Kemudian, tunjangan peningkatan legislasi, anggaran dan pengawasan Rp15.000.000 serta uang pengawasan dan anggaran Rp2.500.000. Dengan tunjangan itu Apung mengatakan anggota DPR mestinya tidak perlu lagi mendapat tunjangan untuk rumah aspirasi di daerah karena memboroskan uang negara.

Atas dasar itu Apung mendesak DPR lebih fokus pada kerja-kerja legislasi ketimbang memperjuangkan dana aspirasi Rp5,6 milyar per tahun. Apalagi banyak regulasi yang penting untuk dibahas seperti RUU tentang Perimbangan Keuangan antara Pusat dan Daerah, RUU Perbankan, BI dan Migas.

Sekjen Seknas Fitra, Yeni Sucipto, menilai dana aspirasi yang diusulkan DPR tidak punya dasar hukum yang kuat. Dana aspirasi itu tidak masuk dalam sistem penganggaran keuangan sebagaimana UU No. 17 Tahun 2003 tentang Keuangan Negara. Mengacu pasal 12 ayat (2) UU keuangan Negara, RAPBN disusun berpedoman pada rencana kerja pemerintah, bukan berdasarkan dapil.

Yeni berpendapat DPR tidak memiliki instrumen perencanaan yang merupakan ranah pemerintah. “Argumentasi DPR yang memasukan pasal 80 huruf (j) UU MD3 tidak berdasar, lemah dan cenderung akal-akalan. Pasal karet itu multitafsir, tapi yang jelas tidak serta merta penyaluran aspirasi dapil harus bersifat uang atau dana anggaran dari APBN,” ujarnya.

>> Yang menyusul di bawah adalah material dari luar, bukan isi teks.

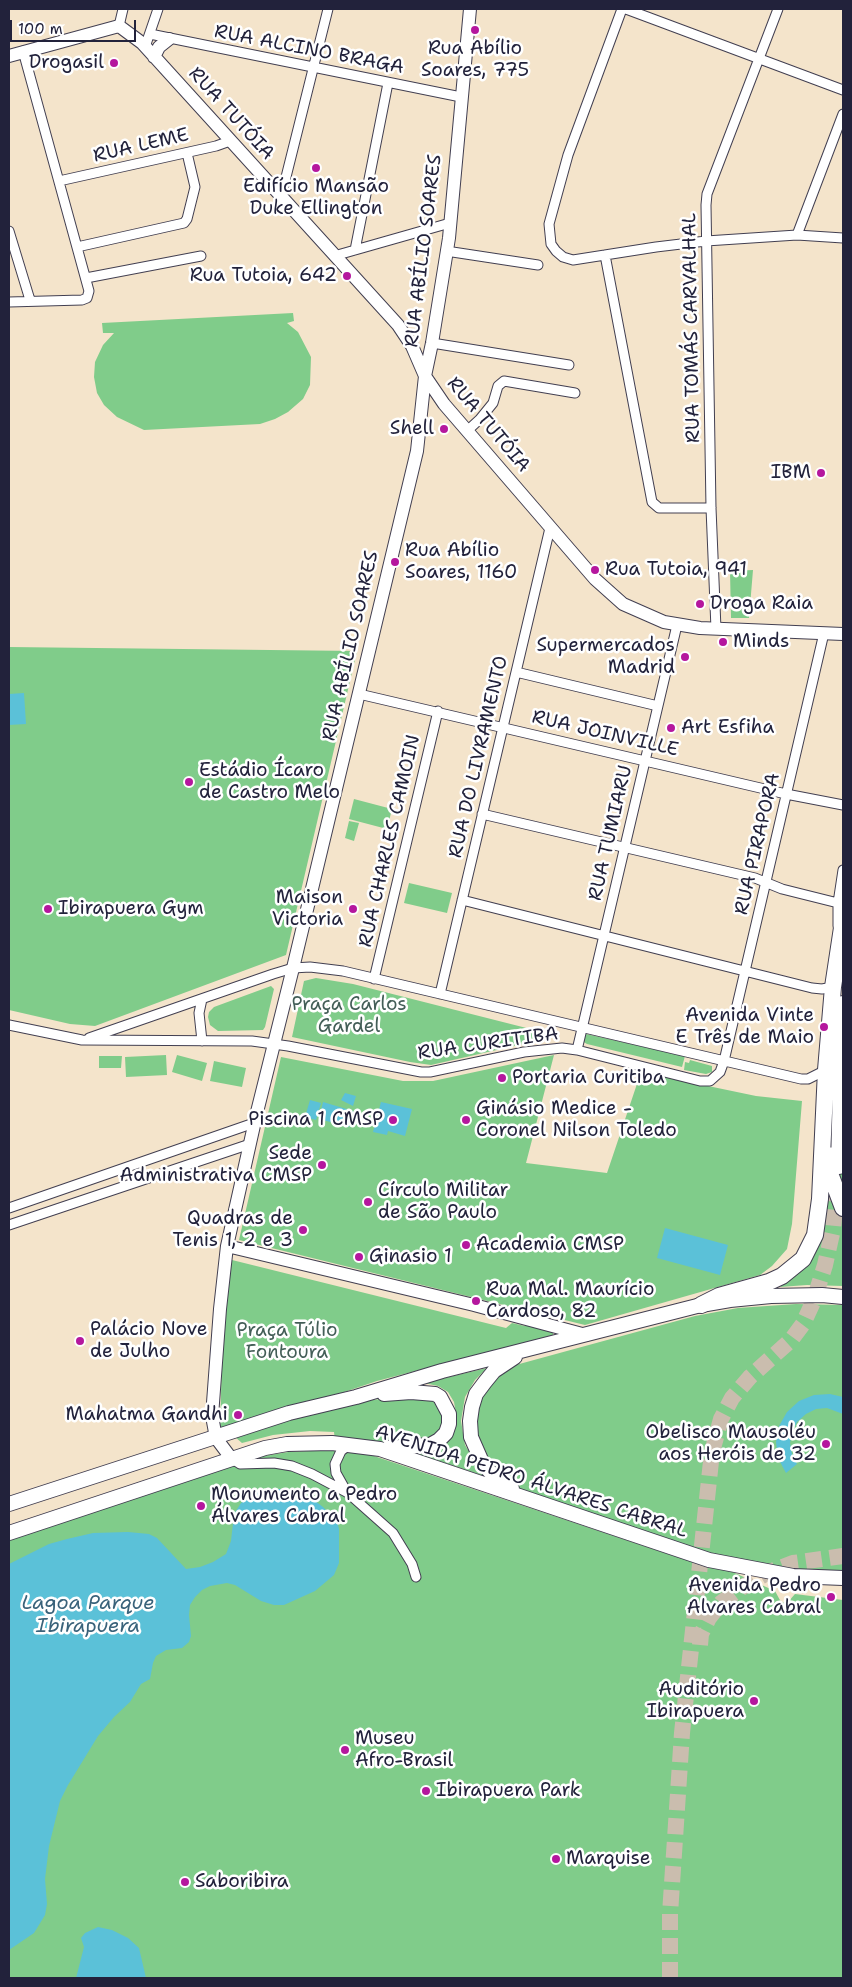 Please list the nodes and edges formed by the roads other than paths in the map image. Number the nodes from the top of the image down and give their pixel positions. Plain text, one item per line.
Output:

Mengacu pasal 70 ayat (2) UU MD3, dikatakan Yeni, fungsi DPR membahas dan memberi persetujuan atau tidak terhadap RUU yang diajukan Presiden. Jadi tidak ada hak DPR untuk meminta jatah alokasi anggaran dana aspirasi. Fungsi anggaran DPR harusnya ditujukan agar RAPBN yang diajukan pemerintah mencapai tujuan bernegara.

Yeni melihat dana aspirasi tidak punya tujuan yang jelas. Tidak sesuai dengan pendekatan anggaran berbasis fungsi dan kinerja. Orientasi dana aspirasi lebih cenderung mengarah pada kepentingan politik dibanding menyukseskan kinerja pemerintah daerah untuk meningkatkan pelayanan publik. Hal itu melanggar prinsip kinerja sesuai amanat UU Keuangan Negara.

Potensi korupsi dana aspirasi pun lebih tinggi ketimbang dana hibah dan bansos. Yeni khawatir dana aspirasi ditujukan untuk mengganti dana bansos dan hibah yang sudah dihapus. Dengan absennya payung hukum dan petunjuk teknis dana aspirasi, bisa jadi semua anggota DPR terjerat korupsi.